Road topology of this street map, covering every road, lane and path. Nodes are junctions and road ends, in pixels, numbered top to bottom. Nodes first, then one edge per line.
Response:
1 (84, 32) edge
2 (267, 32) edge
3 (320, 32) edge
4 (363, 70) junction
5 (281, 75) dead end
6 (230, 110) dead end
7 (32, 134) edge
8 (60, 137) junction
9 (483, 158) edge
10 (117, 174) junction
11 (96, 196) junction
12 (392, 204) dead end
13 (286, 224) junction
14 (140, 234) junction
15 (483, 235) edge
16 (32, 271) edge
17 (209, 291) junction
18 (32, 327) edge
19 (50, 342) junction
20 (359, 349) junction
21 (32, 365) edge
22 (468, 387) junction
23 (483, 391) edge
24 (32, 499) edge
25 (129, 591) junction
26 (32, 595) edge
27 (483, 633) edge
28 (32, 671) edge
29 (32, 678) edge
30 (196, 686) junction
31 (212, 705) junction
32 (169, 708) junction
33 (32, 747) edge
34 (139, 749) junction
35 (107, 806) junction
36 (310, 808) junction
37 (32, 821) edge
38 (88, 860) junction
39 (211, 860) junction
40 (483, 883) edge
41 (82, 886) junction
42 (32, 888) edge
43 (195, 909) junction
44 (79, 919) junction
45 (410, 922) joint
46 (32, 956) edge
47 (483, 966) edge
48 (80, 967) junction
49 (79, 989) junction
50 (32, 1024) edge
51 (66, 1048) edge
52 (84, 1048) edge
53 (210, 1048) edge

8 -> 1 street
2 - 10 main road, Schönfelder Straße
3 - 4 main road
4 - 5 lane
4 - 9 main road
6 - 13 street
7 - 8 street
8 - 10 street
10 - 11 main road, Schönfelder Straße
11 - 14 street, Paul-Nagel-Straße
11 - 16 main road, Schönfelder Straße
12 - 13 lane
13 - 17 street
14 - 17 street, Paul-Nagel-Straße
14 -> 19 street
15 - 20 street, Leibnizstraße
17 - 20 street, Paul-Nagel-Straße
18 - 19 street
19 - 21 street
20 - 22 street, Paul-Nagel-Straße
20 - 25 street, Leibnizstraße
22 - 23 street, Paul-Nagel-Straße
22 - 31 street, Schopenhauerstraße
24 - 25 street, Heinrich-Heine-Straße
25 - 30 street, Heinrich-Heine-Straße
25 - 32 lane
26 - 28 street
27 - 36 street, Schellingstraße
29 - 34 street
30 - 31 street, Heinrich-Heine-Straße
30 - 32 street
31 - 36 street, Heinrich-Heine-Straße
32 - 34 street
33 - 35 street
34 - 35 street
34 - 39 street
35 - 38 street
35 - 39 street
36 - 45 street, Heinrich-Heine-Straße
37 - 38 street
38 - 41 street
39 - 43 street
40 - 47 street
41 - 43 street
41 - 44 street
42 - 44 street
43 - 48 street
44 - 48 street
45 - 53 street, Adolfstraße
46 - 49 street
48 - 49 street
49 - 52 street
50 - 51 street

════════════════════

Retype the material above exactly as given.

Road topology of this street map, covering every road, lane and path. Nodes are junctions and road ends, in pixels, numbered top to bottom. Nodes first, then one edge per line.
Response:
1 (84, 32) edge
2 (267, 32) edge
3 (320, 32) edge
4 (363, 70) junction
5 (281, 75) dead end
6 (230, 110) dead end
7 (32, 134) edge
8 (60, 137) junction
9 (483, 158) edge
10 (117, 174) junction
11 (96, 196) junction
12 (392, 204) dead end
13 (286, 224) junction
14 (140, 234) junction
15 (483, 235) edge
16 (32, 271) edge
17 (209, 291) junction
18 (32, 327) edge
19 (50, 342) junction
20 (359, 349) junction
21 (32, 365) edge
22 (468, 387) junction
23 (483, 391) edge
24 (32, 499) edge
25 (129, 591) junction
26 (32, 595) edge
27 (483, 633) edge
28 (32, 671) edge
29 (32, 678) edge
30 (196, 686) junction
31 (212, 705) junction
32 (169, 708) junction
33 (32, 747) edge
34 (139, 749) junction
35 (107, 806) junction
36 (310, 808) junction
37 (32, 821) edge
38 (88, 860) junction
39 (211, 860) junction
40 (483, 883) edge
41 (82, 886) junction
42 (32, 888) edge
43 (195, 909) junction
44 (79, 919) junction
45 (410, 922) joint
46 (32, 956) edge
47 (483, 966) edge
48 (80, 967) junction
49 (79, 989) junction
50 (32, 1024) edge
51 (66, 1048) edge
52 (84, 1048) edge
53 (210, 1048) edge

8 -> 1 street
2 - 10 main road, Schönfelder Straße
3 - 4 main road
4 - 5 lane
4 - 9 main road
6 - 13 street
7 - 8 street
8 - 10 street
10 - 11 main road, Schönfelder Straße
11 - 14 street, Paul-Nagel-Straße
11 - 16 main road, Schönfelder Straße
12 - 13 lane
13 - 17 street
14 - 17 street, Paul-Nagel-Straße
14 -> 19 street
15 - 20 street, Leibnizstraße
17 - 20 street, Paul-Nagel-Straße
18 - 19 street
19 - 21 street
20 - 22 street, Paul-Nagel-Straße
20 - 25 street, Leibnizstraße
22 - 23 street, Paul-Nagel-Straße
22 - 31 street, Schopenhauerstraße
24 - 25 street, Heinrich-Heine-Straße
25 - 30 street, Heinrich-Heine-Straße
25 - 32 lane
26 - 28 street
27 - 36 street, Schellingstraße
29 - 34 street
30 - 31 street, Heinrich-Heine-Straße
30 - 32 street
31 - 36 street, Heinrich-Heine-Straße
32 - 34 street
33 - 35 street
34 - 35 street
34 - 39 street
35 - 38 street
35 - 39 street
36 - 45 street, Heinrich-Heine-Straße
37 - 38 street
38 - 41 street
39 - 43 street
40 - 47 street
41 - 43 street
41 - 44 street
42 - 44 street
43 - 48 street
44 - 48 street
45 - 53 street, Adolfstraße
46 - 49 street
48 - 49 street
49 - 52 street
50 - 51 street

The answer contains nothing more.